Data section:
Start of Block

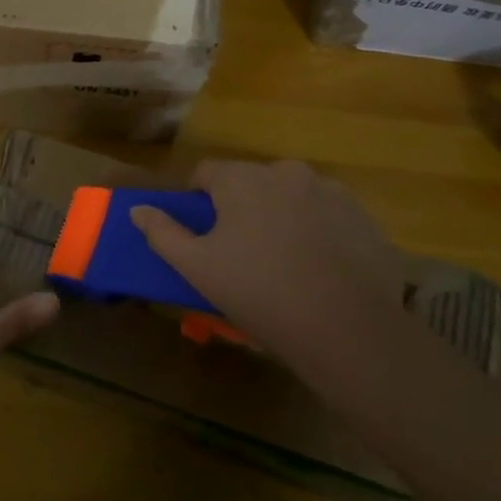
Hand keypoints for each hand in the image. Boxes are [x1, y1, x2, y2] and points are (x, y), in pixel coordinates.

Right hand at [131, 159, 402, 348]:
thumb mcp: (198, 268)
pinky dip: (317, 231)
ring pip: (290, 197)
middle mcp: (285, 171)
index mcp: (241, 178)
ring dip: (280, 216)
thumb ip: (163, 233)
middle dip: (241, 208)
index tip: (202, 234)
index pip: (205, 173)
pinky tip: (319, 269)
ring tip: (284, 264)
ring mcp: (329, 190)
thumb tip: (137, 210)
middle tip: (241, 254)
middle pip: (250, 183)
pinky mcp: (363, 215)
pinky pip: (326, 215)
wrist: (348, 329)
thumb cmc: (259, 292)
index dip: (198, 200)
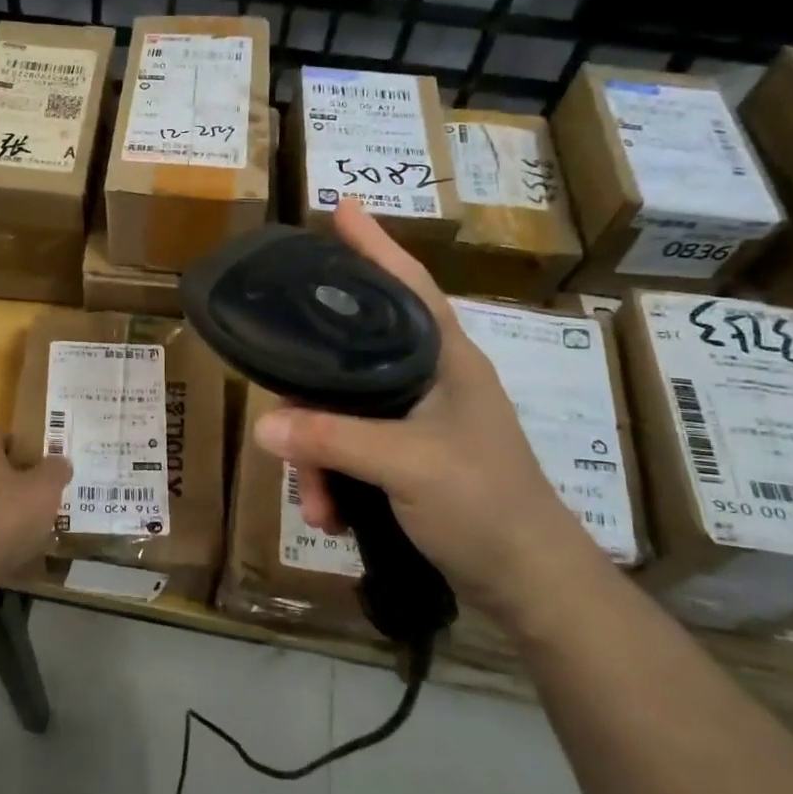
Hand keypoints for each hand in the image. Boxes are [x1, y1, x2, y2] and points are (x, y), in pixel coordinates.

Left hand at [0, 431, 70, 589]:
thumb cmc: (2, 517)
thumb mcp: (44, 489)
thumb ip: (55, 471)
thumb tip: (59, 462)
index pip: (0, 436)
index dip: (24, 447)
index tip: (46, 463)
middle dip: (19, 484)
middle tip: (46, 497)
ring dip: (8, 515)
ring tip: (37, 531)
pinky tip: (17, 557)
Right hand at [253, 200, 608, 630]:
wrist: (529, 585)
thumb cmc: (485, 505)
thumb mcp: (407, 465)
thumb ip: (333, 440)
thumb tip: (263, 424)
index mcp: (445, 359)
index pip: (407, 284)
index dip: (374, 245)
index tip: (340, 208)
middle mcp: (428, 381)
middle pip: (350, 357)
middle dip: (310, 394)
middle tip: (280, 410)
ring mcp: (416, 423)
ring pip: (341, 413)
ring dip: (318, 457)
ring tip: (316, 502)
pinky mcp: (406, 460)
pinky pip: (348, 452)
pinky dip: (333, 482)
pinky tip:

End of Block

What to do:
Leaving pictures out, output the lines of the data above from the one with "pinky mcp: (363, 215)" through the one with "pinky tip: (17, 557)", word for word.

Problem solution:
pinky mcp: (363, 215)
pinky pip: (326, 215)
wrist: (348, 329)
thumb cmc: (259, 292)
index dip: (198, 200)
Hand keypoints for each hand in the image. Boxes are [x1, y1, x2, y2] and points are (x, y), in pixel coordinates.

Left hand at [0, 431, 70, 589]:
thumb cmc: (2, 517)
thumb mcp: (44, 489)
thumb ip: (55, 471)
thumb tip: (59, 462)
index pip: (0, 436)
index dip: (24, 447)
index tip: (46, 463)
middle dip: (19, 484)
middle tip: (46, 497)
ring dip: (8, 515)
ring tip: (37, 531)
pinky tip: (17, 557)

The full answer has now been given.